> Exercise directions
Report back every line from the entries below in which the word "network" occurs.

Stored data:
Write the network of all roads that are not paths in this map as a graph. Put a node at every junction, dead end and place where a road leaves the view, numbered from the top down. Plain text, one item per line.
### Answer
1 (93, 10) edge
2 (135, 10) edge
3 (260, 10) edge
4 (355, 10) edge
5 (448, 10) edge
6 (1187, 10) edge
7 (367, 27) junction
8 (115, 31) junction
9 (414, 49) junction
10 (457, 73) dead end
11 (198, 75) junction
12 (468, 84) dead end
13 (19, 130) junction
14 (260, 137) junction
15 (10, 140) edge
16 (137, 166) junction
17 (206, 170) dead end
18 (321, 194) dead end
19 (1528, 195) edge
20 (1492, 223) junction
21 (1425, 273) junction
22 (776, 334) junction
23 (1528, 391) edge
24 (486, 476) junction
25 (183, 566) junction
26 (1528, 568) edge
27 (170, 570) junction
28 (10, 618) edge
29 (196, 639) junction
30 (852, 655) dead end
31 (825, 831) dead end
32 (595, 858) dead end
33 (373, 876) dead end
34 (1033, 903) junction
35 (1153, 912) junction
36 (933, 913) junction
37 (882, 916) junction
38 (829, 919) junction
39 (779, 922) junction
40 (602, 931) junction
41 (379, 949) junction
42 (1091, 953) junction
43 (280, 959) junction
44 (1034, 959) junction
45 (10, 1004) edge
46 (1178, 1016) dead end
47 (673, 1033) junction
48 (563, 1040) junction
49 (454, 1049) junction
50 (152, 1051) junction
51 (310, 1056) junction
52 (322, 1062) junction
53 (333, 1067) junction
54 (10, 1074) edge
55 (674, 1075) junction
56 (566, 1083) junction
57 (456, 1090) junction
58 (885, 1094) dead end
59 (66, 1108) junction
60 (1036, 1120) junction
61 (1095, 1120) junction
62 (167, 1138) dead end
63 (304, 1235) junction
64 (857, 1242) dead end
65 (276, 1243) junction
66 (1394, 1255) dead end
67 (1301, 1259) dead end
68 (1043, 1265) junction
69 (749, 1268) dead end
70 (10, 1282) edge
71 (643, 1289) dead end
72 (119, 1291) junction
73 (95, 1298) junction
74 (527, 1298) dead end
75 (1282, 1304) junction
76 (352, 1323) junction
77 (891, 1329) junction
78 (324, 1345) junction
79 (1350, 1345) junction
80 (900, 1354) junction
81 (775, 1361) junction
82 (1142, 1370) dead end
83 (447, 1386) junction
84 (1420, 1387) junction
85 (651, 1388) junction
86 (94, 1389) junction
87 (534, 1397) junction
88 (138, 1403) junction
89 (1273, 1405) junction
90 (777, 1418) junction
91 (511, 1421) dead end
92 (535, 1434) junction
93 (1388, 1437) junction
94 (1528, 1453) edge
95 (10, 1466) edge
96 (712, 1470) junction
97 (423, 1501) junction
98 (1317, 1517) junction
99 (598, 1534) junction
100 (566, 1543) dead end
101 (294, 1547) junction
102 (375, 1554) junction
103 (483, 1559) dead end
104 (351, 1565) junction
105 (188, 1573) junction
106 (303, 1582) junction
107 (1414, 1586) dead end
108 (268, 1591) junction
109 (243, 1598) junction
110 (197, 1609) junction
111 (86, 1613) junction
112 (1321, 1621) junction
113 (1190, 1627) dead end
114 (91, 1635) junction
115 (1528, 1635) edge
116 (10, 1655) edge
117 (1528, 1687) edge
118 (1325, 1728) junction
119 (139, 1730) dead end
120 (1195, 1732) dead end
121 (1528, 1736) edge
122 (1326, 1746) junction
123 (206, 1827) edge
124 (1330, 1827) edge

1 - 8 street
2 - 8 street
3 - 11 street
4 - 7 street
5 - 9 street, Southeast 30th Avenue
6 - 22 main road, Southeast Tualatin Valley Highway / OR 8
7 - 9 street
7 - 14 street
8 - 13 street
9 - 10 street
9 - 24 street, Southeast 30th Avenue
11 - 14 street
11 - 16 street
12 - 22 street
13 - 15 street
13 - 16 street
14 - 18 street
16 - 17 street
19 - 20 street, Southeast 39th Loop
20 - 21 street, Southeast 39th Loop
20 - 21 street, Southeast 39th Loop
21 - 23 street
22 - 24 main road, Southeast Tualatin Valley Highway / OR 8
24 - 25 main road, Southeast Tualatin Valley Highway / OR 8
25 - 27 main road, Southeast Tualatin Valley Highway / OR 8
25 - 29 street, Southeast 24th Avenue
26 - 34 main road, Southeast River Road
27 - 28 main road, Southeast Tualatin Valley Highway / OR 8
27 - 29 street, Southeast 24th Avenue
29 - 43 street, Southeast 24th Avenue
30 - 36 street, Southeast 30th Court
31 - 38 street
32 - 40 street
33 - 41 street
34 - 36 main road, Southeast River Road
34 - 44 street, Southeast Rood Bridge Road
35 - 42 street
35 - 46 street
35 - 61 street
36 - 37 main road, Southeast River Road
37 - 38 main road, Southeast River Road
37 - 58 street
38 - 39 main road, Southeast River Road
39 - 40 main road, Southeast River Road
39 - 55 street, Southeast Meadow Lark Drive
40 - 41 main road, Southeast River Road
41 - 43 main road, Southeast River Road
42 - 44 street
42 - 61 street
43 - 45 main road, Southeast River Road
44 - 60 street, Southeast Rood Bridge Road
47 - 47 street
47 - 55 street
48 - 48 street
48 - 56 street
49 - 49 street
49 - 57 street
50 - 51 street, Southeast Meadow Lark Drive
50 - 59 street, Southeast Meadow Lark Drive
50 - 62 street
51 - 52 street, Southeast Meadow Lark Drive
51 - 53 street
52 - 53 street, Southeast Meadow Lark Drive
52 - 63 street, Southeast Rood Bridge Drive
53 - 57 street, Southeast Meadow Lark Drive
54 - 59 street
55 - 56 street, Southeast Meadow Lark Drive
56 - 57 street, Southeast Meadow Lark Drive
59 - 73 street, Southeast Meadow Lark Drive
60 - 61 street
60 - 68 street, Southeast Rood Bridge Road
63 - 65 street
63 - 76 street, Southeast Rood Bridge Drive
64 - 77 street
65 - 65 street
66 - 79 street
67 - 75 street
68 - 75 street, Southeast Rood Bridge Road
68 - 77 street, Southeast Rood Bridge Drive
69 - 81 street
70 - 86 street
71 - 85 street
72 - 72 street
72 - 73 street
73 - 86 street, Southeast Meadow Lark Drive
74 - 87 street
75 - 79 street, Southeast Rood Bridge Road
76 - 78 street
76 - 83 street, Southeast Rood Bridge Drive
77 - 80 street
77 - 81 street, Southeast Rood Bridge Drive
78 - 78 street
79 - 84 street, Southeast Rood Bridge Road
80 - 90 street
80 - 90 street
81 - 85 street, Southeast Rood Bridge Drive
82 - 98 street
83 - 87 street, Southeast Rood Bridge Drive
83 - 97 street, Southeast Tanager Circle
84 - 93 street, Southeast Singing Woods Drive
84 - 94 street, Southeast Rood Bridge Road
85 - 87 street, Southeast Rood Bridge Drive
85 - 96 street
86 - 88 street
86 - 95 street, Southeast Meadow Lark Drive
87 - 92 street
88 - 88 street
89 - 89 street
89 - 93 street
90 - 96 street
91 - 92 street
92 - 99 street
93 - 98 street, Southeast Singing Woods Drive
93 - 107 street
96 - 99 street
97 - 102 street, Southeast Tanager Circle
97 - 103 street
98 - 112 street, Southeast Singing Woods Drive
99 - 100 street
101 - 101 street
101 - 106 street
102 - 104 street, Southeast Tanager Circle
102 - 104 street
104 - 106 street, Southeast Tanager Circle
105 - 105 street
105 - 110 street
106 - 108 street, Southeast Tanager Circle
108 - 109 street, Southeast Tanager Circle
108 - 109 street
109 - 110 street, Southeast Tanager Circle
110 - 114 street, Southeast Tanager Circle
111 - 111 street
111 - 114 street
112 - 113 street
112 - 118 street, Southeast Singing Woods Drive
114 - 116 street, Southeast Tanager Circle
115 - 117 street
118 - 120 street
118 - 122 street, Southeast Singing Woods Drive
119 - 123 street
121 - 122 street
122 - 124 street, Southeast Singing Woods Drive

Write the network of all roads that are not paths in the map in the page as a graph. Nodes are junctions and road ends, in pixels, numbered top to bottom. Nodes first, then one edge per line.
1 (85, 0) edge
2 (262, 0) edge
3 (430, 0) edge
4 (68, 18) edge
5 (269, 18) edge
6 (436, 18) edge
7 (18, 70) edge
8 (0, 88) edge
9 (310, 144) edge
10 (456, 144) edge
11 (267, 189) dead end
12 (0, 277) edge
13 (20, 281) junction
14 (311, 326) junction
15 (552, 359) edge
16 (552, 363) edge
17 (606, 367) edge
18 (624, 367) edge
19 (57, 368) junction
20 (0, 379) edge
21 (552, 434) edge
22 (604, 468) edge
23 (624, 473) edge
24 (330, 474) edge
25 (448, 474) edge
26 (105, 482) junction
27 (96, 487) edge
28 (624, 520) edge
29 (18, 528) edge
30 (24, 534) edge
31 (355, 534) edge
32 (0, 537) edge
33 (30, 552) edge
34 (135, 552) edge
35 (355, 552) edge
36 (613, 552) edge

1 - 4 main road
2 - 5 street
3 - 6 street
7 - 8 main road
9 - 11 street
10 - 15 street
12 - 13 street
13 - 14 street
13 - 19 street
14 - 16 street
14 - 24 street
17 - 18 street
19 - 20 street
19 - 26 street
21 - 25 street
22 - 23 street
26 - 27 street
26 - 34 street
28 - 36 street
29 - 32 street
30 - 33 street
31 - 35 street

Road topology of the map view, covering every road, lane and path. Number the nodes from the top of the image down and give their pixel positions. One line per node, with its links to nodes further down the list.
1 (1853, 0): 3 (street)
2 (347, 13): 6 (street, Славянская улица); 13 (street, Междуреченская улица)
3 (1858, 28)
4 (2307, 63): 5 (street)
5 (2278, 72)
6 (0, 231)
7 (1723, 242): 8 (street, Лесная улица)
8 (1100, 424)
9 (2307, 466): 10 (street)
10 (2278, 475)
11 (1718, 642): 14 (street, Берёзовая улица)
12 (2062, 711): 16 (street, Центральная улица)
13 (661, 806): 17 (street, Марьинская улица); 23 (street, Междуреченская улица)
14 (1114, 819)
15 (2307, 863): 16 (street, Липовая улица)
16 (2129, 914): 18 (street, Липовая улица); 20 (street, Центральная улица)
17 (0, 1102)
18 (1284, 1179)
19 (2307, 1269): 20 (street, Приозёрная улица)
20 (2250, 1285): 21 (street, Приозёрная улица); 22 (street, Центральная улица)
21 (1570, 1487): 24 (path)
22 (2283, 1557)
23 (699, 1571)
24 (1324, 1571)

> Solution to this exercise
Write the network of all roads that are not paths in this map as a graph. Put a node at every junction, dead end and place where a road leaves the view, numbered from the top down. Plain text, one item per line.
Write the network of all roads that are not paths in the map in the page as a graph. Nodes are junctions and road ends, in pixels, numbered top to bottom. Nodes first, then one edge per line.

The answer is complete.